In the data below, which lines hold the word "West"? Copy them.

****************

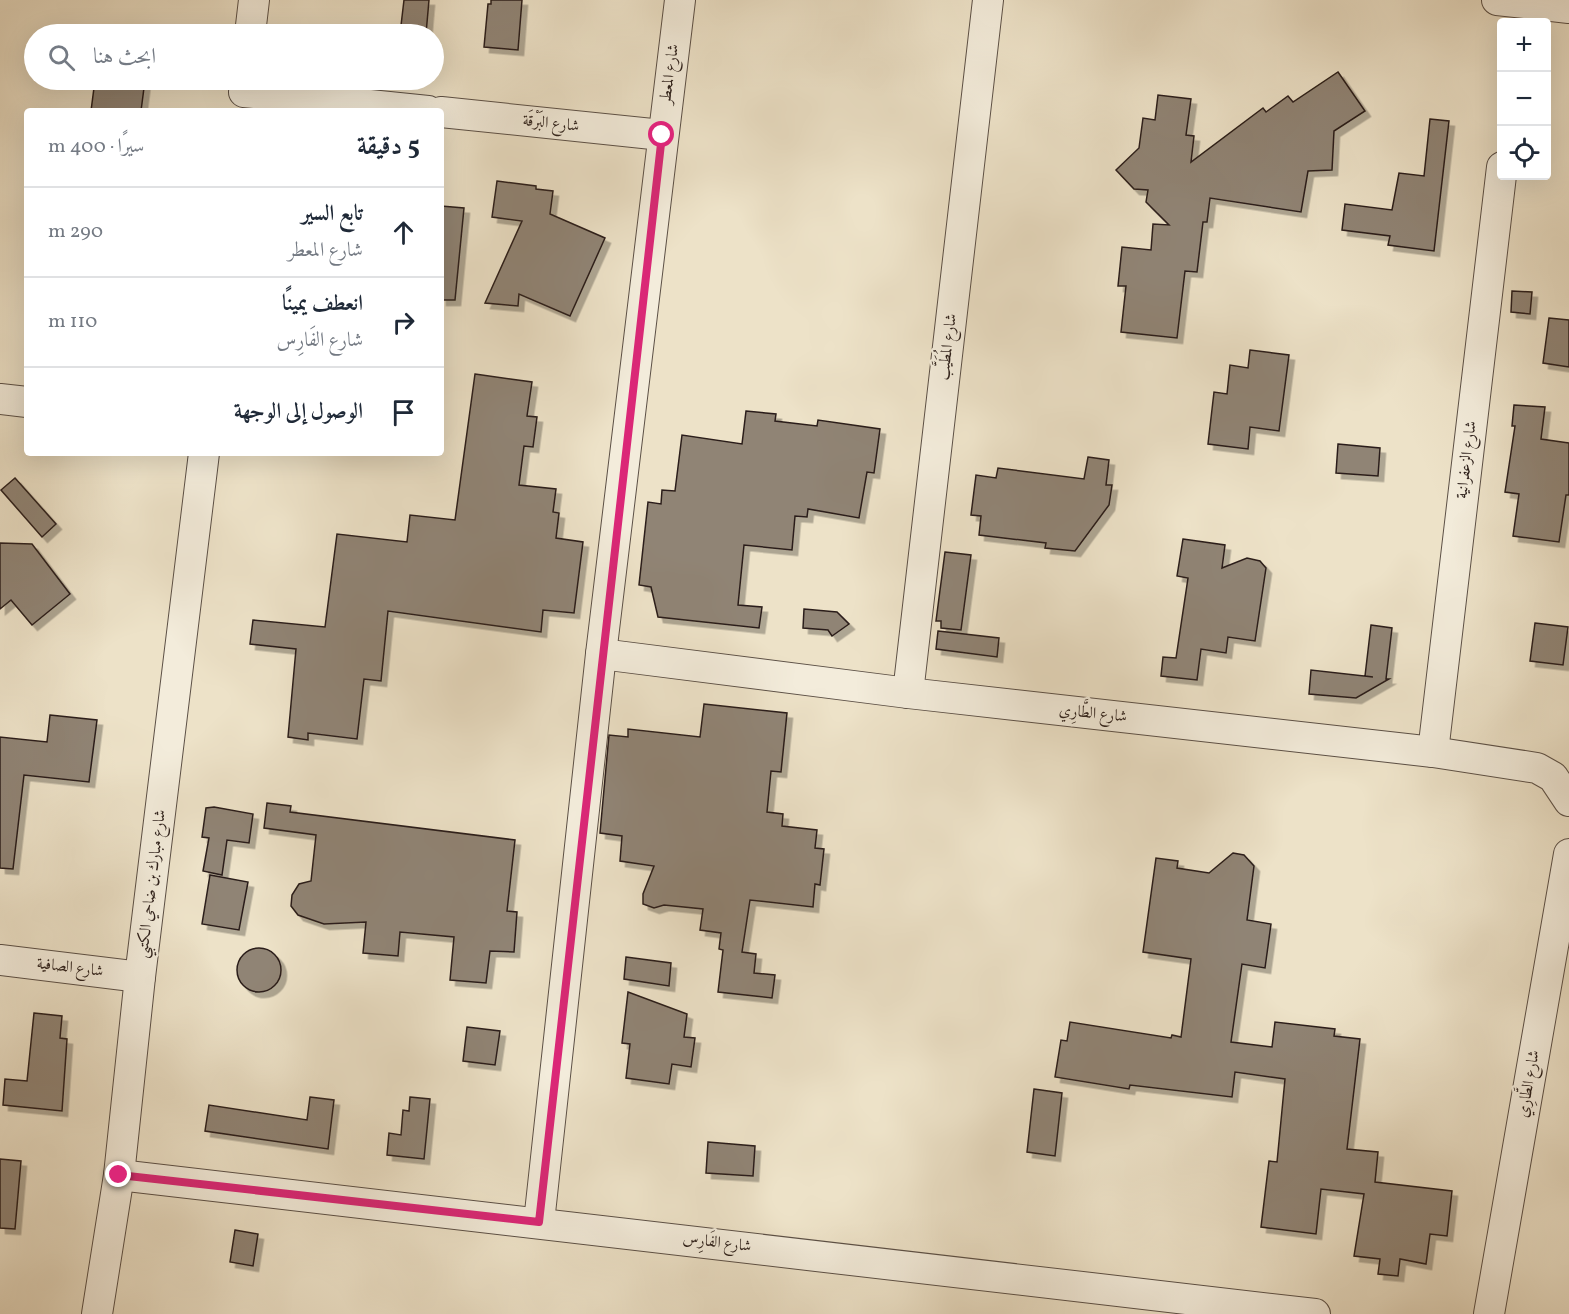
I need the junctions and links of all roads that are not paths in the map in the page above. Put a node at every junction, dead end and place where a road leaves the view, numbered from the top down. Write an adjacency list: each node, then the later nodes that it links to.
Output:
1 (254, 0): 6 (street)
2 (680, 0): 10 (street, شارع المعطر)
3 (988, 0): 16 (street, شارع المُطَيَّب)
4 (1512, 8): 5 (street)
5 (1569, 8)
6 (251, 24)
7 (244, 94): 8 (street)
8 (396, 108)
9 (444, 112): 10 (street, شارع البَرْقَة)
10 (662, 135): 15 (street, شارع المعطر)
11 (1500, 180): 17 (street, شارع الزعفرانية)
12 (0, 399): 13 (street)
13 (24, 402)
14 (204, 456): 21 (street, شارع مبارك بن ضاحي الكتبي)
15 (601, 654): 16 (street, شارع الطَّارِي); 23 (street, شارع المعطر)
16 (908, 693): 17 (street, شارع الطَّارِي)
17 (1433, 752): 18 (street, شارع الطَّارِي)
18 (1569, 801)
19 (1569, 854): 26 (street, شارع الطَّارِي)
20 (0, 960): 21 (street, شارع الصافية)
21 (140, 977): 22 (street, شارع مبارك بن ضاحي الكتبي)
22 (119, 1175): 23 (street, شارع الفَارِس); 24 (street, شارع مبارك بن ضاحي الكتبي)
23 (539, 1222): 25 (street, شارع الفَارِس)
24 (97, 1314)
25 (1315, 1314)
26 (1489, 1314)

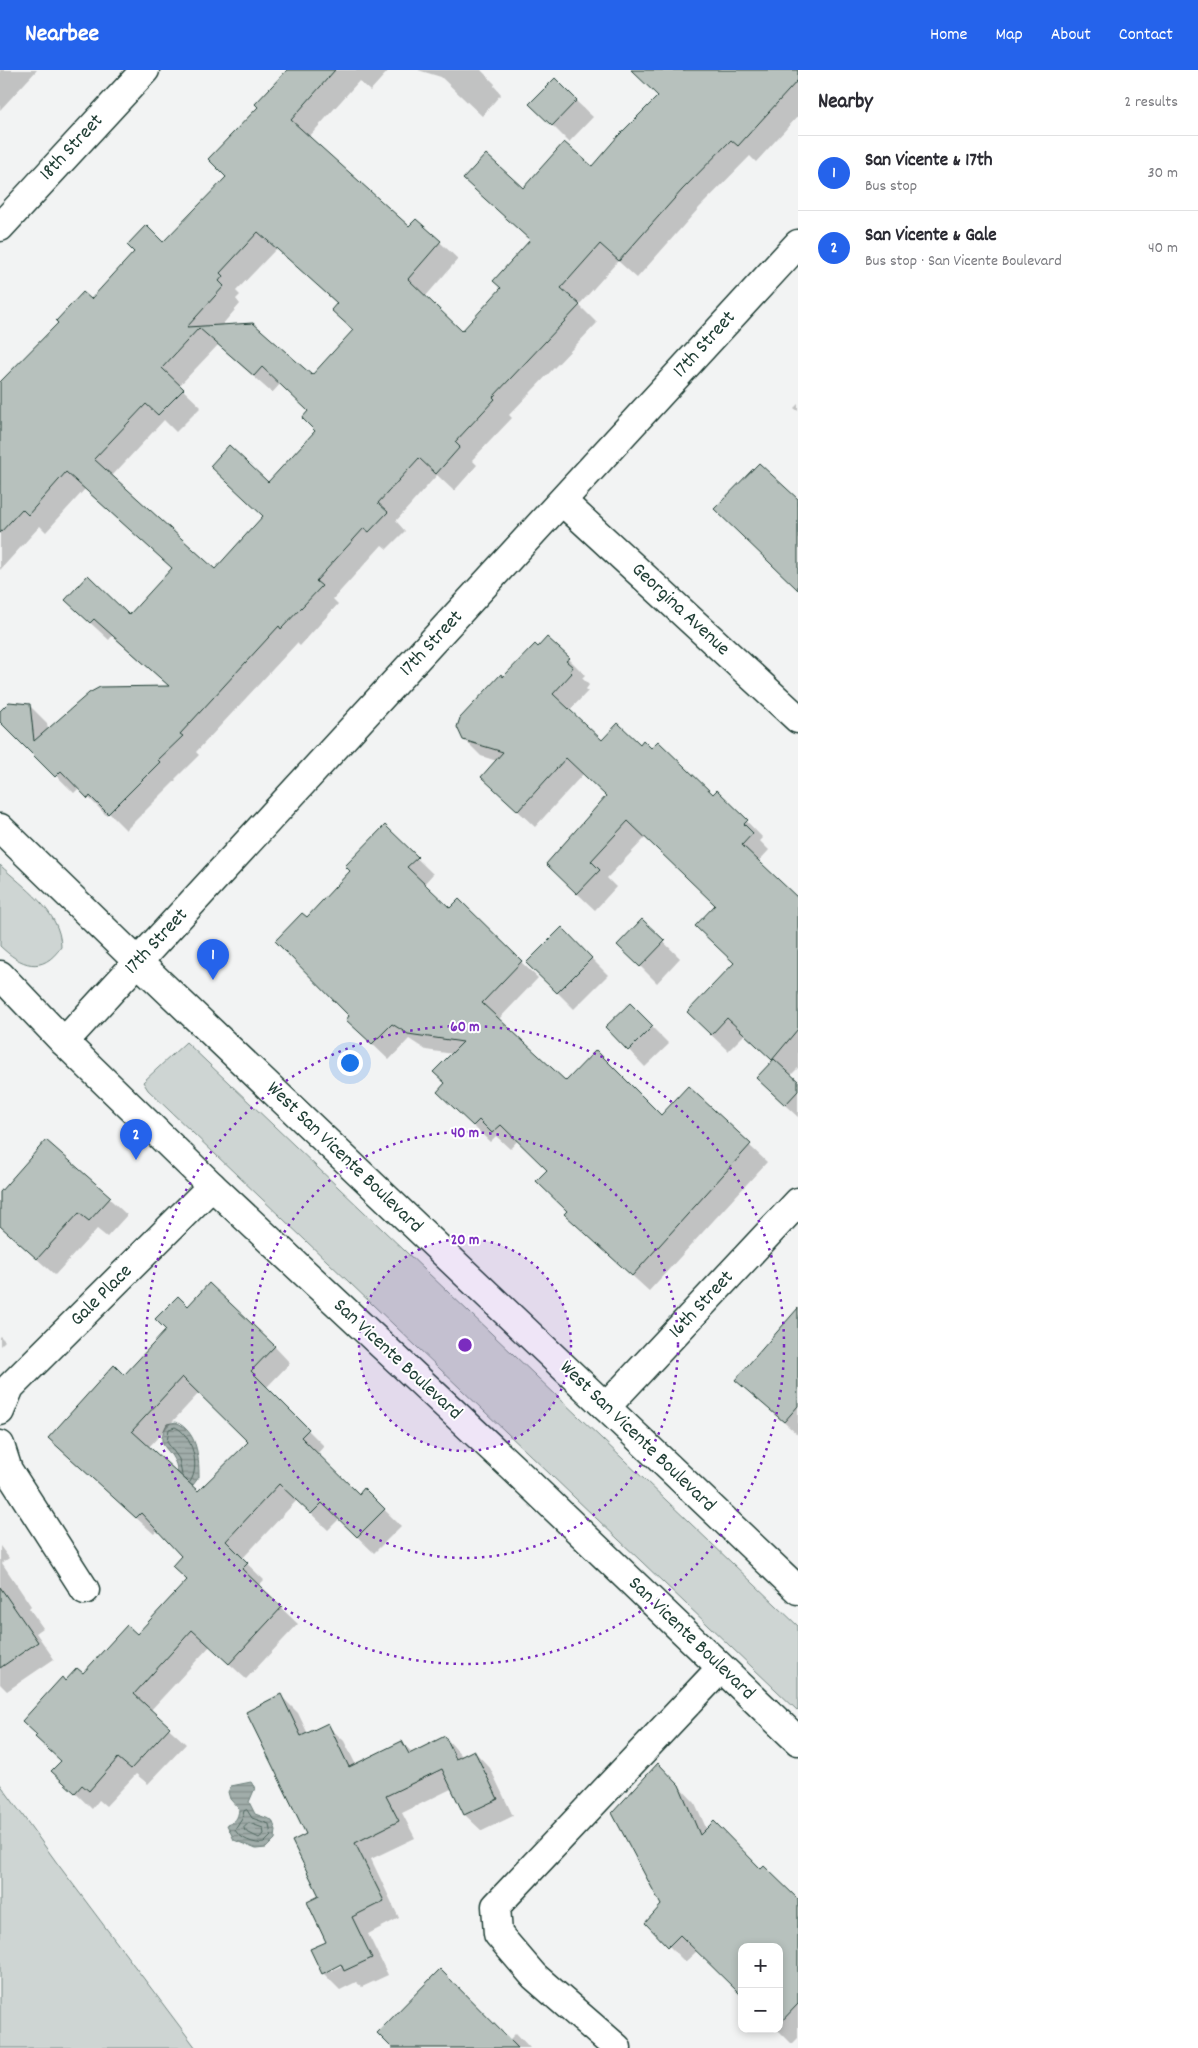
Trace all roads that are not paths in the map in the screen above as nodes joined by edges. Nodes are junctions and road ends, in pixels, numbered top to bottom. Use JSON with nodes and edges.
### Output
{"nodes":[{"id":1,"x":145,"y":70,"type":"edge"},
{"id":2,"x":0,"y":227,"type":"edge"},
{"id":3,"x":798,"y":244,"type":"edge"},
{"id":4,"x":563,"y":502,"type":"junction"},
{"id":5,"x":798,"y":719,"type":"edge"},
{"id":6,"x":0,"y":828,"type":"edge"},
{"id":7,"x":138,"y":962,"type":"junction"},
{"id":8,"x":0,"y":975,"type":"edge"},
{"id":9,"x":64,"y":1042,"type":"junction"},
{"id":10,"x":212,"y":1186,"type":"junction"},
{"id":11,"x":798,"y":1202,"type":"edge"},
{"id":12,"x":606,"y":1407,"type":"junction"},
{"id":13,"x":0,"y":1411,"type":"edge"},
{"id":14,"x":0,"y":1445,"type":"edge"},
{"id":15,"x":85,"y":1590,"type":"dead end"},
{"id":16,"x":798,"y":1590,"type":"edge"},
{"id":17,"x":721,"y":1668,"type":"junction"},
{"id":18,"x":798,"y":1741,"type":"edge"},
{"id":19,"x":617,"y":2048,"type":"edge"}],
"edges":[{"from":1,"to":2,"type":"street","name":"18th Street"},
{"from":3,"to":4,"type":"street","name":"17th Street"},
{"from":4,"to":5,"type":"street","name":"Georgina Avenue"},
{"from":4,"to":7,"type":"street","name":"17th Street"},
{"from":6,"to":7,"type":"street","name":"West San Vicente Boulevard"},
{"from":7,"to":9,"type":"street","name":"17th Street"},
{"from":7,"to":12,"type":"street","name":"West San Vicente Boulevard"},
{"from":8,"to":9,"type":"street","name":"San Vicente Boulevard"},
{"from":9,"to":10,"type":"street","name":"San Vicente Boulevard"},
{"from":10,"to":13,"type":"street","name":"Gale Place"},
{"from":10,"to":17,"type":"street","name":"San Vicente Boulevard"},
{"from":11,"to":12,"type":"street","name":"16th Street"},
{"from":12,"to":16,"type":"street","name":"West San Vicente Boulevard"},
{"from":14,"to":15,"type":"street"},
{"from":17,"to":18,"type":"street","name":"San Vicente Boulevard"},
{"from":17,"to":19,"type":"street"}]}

****************

**SOLUTION TO THIS TASK:**
{"from":6,"to":7,"type":"street","name":"West San Vicente Boulevard"},
{"from":7,"to":12,"type":"street","name":"West San Vicente Boulevard"},
{"from":12,"to":16,"type":"street","name":"West San Vicente Boulevard"},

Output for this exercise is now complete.